Dear Editor, please forward to Ms. Arouet:

Dear Alouette,

You chide Gilles for his tilting at windmills and beg him to abandon his fool's errand and flee to higher and safer ground. In order to persuade him, you cite our depraved American people and their intransigent culture of greed. You present us as craven beyond redemption. And probably, you are right. But if you know your Cervantes, and wish to hold with your metaphor, you will know also that your plea must fall on deaf ears. It is, after all, not Quixote's comic aspect that has made him such an enduring and endearing figure in our collective imagination, but, rather, his uncompromising dedication to the higher principles underlying his comic actions. It is his unfaltering determination to play the role he has written for himself that allows him to shake off his setbacks and the mockery of his critics. Your Knight Errant is not a calculator of odds. It is not visions of toppled windmills or the prospects of conquest that drive him. It is the tilting, itself, that lends meaning to his existence.

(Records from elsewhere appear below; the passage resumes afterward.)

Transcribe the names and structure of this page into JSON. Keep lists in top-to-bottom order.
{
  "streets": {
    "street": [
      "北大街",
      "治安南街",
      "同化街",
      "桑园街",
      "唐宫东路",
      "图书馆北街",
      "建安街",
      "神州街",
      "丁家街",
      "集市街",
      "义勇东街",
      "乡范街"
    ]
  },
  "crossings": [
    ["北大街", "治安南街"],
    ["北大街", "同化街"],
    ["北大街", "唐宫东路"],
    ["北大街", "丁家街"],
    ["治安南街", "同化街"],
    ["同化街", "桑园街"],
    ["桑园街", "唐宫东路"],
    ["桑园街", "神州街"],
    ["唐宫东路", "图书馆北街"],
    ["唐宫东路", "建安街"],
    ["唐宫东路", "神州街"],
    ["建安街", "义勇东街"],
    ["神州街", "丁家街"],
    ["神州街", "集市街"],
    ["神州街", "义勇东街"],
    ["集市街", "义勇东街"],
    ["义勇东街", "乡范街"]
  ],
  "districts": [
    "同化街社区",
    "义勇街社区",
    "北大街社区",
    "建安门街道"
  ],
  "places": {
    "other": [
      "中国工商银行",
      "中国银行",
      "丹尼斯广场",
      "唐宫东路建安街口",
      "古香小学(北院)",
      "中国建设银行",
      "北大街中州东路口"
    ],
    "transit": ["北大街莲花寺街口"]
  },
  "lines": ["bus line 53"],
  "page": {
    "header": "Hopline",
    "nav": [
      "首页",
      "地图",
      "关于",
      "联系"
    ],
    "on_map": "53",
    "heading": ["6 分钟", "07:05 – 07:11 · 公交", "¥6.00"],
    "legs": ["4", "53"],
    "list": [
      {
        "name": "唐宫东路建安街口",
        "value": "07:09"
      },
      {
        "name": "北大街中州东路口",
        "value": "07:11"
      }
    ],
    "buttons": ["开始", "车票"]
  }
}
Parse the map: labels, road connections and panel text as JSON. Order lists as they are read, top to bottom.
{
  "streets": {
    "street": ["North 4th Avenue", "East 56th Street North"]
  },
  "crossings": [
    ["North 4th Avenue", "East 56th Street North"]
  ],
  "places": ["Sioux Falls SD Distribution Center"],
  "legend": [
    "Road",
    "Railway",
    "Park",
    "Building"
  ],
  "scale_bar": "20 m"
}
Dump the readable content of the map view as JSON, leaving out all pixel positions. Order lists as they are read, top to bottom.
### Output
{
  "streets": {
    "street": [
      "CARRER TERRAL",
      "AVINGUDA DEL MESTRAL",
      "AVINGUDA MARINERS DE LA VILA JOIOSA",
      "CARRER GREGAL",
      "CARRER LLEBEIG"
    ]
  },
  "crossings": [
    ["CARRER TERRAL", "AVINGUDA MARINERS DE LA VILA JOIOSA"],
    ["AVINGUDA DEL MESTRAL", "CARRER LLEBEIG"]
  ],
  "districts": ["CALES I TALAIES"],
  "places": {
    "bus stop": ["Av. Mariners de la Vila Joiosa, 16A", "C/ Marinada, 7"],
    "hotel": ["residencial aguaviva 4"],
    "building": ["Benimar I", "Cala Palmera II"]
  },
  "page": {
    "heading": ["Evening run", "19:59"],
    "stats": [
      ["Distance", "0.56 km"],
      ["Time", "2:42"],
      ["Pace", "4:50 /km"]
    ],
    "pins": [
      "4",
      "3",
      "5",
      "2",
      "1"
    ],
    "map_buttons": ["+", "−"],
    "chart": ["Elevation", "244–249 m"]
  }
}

As I once told the former publisher of the Anderson Valley Advertiser [ed. Bruce Anderson], even if you can't, in the long run, defeat the power of big money, it's still always worth the effort to toss a handful of sand between their sheets whenever you can. And why must you go on playing Dulcinea, watching from the fragrant bower? The resistance needs your wit and your attitude, Alouette. Join us on the field and give 'em some hell yourself! It will feed your soul.

Yours,

Sancho Panza
AKA, Michael DeLang
Rockford, Illinois, USA - December 7, 2006

[ed. Ms. Arouet must be skiing on the slopes of the Alpe d'Huez for her winter holidays...we've not heard back from her.]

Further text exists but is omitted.